4 Aprile 2015 Lascia un commento »

 

 di Giovanni Battafarano

   Considero una scelta felice di Laboratorio Lavoro aver scelto come tema “Il lavoro tra persona e capitale”. Il tema della persona che lavora è molto fecondo e tale da costituire un punto di congiunzione delle elaborazioni  della cultura cattolica- Si pensi alla Caritas in Veritate di Benedetto XVI- e della cultura di sinistra, si pensi a Bruno Trentin e a Mario Tronti. Abbiamo alle  spalle un trentennio di teoria e prassi neoliberista, in cui il valore della persona che lavora è  stato abbastanza sacrificato sull’altare di una finanza sempre più aggressiva e spregiudicata e in cui i dislivelli sociali sono paurosamente aumentati. Tony Judt, nel suo “Guasto è il mondo”, ricorda che nel 1968 l’Amministratore delegato della General Motors guadagnava 66 volte più del suo dipendente medio; oggi l’Amministratore delegato della Walmart  guadagna novecento volte in più del suo dipendente medio. Thomas Piketty, nel suo fortunato “Il capitalismo nel XXI secolo”, analizza scientificamente l’accumulo  dei grandi patrimoni  e l’impoverimento dei ceti popolari e  medi, tendenza che indebolisce le basi sociali della democrazia. Valorizzare il lavoro tra  persona e capitale significa ripristinare un circuito virtuoso, tanto più necessario se si vogliono cogliere i primi sintomi di ripresa ed uscire dalla crisi.

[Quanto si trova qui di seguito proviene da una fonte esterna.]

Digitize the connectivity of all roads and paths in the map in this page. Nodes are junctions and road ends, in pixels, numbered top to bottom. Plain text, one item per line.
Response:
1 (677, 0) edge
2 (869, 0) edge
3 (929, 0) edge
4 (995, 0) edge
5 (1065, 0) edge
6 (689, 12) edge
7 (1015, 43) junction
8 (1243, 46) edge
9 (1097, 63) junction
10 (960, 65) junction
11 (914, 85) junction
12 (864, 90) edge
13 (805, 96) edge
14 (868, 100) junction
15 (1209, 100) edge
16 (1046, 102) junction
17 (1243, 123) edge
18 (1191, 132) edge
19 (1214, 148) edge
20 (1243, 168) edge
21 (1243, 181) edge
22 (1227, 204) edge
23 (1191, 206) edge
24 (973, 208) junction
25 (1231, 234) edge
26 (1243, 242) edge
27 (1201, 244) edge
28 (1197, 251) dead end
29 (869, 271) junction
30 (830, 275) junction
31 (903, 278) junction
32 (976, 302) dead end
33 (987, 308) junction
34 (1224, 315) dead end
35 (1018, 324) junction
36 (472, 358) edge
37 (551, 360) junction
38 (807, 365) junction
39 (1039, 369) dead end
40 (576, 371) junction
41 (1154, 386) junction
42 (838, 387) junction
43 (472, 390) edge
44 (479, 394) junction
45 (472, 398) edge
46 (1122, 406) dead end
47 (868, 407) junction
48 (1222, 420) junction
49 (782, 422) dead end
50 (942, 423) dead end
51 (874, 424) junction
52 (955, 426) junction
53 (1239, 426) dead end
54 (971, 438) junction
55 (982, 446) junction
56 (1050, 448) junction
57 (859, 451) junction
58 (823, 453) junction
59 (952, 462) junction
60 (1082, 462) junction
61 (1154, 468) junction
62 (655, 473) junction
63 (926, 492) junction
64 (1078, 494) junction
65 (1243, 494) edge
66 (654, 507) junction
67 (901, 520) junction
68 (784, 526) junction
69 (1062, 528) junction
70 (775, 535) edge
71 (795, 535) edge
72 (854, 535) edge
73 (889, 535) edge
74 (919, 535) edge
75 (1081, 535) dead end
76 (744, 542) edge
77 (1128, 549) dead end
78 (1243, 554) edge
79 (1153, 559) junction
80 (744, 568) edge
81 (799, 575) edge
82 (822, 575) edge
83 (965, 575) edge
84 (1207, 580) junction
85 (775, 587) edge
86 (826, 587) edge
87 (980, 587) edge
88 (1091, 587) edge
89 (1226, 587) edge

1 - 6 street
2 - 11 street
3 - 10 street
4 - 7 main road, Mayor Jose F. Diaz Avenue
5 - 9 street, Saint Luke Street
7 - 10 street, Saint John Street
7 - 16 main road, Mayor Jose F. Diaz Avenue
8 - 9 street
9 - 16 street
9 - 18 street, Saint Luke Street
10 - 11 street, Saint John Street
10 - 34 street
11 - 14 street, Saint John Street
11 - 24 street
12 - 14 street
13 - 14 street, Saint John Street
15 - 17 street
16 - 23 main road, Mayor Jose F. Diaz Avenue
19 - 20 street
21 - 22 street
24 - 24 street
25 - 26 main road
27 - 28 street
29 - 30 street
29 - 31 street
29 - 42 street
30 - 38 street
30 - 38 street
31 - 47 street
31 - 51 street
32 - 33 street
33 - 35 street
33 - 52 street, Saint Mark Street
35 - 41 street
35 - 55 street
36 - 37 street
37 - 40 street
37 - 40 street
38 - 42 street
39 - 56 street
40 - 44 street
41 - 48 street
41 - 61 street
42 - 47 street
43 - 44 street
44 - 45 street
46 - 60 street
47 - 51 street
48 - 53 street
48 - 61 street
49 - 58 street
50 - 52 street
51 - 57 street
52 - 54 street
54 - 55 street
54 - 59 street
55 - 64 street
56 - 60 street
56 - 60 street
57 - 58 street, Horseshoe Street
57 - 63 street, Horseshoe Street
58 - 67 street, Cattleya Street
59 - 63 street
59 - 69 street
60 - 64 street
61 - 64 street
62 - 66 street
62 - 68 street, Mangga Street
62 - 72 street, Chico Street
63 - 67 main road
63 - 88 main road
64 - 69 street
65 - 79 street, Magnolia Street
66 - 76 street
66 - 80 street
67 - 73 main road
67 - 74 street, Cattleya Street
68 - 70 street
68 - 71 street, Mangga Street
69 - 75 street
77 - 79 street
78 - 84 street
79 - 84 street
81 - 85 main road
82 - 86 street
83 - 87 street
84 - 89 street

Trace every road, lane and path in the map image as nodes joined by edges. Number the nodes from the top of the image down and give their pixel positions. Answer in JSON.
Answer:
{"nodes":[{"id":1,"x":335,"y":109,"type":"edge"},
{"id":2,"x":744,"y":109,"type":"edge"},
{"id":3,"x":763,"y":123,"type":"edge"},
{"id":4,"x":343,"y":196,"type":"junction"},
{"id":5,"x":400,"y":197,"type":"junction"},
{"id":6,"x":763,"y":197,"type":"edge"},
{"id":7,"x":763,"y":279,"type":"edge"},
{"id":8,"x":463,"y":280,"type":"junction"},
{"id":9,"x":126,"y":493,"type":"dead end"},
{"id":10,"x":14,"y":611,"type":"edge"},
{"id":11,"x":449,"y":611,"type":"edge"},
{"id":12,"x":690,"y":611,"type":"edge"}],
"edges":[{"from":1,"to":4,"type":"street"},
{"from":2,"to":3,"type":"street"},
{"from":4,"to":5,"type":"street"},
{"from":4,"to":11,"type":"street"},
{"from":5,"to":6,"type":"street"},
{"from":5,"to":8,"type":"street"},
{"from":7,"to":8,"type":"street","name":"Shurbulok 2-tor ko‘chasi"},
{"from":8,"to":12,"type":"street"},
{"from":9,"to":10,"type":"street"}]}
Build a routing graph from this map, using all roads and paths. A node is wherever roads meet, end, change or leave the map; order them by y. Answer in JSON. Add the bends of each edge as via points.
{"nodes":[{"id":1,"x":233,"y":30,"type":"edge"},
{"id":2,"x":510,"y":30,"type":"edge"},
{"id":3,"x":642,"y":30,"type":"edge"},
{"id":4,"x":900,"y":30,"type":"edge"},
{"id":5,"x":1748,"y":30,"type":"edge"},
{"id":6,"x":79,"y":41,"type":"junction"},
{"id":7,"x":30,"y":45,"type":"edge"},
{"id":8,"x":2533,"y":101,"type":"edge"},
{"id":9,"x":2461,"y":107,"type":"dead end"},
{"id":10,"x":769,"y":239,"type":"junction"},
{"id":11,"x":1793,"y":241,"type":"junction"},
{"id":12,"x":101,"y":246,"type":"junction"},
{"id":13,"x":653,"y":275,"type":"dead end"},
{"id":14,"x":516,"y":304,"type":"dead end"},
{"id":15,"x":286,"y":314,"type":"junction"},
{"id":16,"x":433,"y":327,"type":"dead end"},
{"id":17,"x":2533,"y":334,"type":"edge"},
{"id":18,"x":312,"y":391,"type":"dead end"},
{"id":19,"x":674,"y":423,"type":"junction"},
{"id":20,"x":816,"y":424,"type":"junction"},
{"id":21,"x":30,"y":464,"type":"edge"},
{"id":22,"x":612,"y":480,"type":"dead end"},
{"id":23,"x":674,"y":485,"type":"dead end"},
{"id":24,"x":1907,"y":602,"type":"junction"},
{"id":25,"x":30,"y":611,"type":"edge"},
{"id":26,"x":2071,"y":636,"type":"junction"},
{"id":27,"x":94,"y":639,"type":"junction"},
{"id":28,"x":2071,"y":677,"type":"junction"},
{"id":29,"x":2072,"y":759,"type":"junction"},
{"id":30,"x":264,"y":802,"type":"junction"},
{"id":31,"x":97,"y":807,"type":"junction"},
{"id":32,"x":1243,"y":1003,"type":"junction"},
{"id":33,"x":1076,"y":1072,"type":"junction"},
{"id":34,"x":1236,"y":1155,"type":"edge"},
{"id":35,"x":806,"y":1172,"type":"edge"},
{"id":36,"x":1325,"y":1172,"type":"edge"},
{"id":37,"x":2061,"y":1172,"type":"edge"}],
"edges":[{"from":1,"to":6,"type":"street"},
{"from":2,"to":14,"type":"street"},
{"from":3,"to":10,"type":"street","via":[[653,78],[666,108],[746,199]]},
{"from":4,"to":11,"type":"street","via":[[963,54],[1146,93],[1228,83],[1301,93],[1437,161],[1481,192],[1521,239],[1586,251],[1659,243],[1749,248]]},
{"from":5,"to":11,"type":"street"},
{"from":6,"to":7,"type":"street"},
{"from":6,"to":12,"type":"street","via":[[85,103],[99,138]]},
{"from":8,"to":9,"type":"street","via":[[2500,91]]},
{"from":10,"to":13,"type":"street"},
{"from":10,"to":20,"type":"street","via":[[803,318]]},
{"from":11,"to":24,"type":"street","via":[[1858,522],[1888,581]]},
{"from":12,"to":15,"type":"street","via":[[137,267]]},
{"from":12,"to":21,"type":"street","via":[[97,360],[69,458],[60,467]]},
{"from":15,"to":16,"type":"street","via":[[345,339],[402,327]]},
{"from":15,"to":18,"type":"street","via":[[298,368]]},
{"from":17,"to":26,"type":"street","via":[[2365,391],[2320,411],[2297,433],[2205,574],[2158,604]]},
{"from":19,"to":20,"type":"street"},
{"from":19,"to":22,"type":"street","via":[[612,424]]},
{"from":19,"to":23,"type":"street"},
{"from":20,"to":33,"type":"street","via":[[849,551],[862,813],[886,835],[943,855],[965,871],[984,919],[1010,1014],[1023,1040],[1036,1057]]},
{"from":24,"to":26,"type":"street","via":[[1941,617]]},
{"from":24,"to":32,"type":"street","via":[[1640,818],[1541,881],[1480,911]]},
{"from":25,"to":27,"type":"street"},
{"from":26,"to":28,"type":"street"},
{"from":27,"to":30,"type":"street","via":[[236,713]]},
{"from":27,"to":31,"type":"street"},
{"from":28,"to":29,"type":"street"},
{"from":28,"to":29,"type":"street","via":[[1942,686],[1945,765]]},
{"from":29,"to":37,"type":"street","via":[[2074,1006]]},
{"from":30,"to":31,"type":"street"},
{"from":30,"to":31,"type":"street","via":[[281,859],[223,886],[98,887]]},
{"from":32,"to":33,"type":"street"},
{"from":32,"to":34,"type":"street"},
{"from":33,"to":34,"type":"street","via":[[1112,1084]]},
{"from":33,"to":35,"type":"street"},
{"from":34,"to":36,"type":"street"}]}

Su questa base, vorrei approfondire il tema che ci è stato proposto. Tradizionalmente, il sistema italiano di relazioni industriali si è fondato sulla centralità del contratto collettivo nazionale di lavoro (CCNL), con spazi limitati per la contrattazione di secondo livello. Il punto di svolta è costituito dal Protocollo del 23 luglio 1993 tra Governo e Parti sociali, che attribuisce al CCNL  il compito di definire il quadro normativo di utilizzo dei lavoratori e di preservare il potere d’acquisto dei salari, attraverso un meccanismo basato sull’inflazione programmata. Al secondo livello, si attribuisce la facoltà di introdurre eventuali aumenti salariali, contrattati a livello territoriale e aziendale, legati a guadagni di produttività, mentre la rappresentanza sindacale, in base all’Accordo interconfederale del 20 dicembre 1993, viene  legittimata dal voto di tutti i lavoratori. Il merito maggiore del Protocollo del 1993 è di aver unito Governo e forze sociali in un grande impegno per ridurre il tasso di inflazione, obiettivo effettivamente realizzato.

Tale assetto è stato fortemente indebolito dalle iniziative del Gruppo FIAT, a partire dalla firma il 29 dicembre  2010 di  un contratto separato sostitutivo del CCNL e  successivamente  dall’uscita da Confindustria e dal recesso da tutti i contratti e accordi vigenti. Per questa, ma anche per altre ragioni, si accentua l’erosione del CCNL,  a vantaggio di una maggiore autonomia della contrattazione decentrata. Di fronte a questa offensiva FIAT, le forze sociali, in particolare Confindustria e CGIL CISL UIL, si pongono il problema di individuare le regole per il governo delle relazioni industriali. L’Accordo interconfederale del 28 giugno 2011 prevede la certificazione della rappresentatività delle organizzazioni sindacali sulla base della combinazione tra dati associativi rilevati da INPS e dati di consenso elettorale raccolti da CNEL. La successiva Intesa unitaria sulla rappresentanza (31 maggio 2013)  introduce regole per rendere vincolante ed esigibile il CCNL.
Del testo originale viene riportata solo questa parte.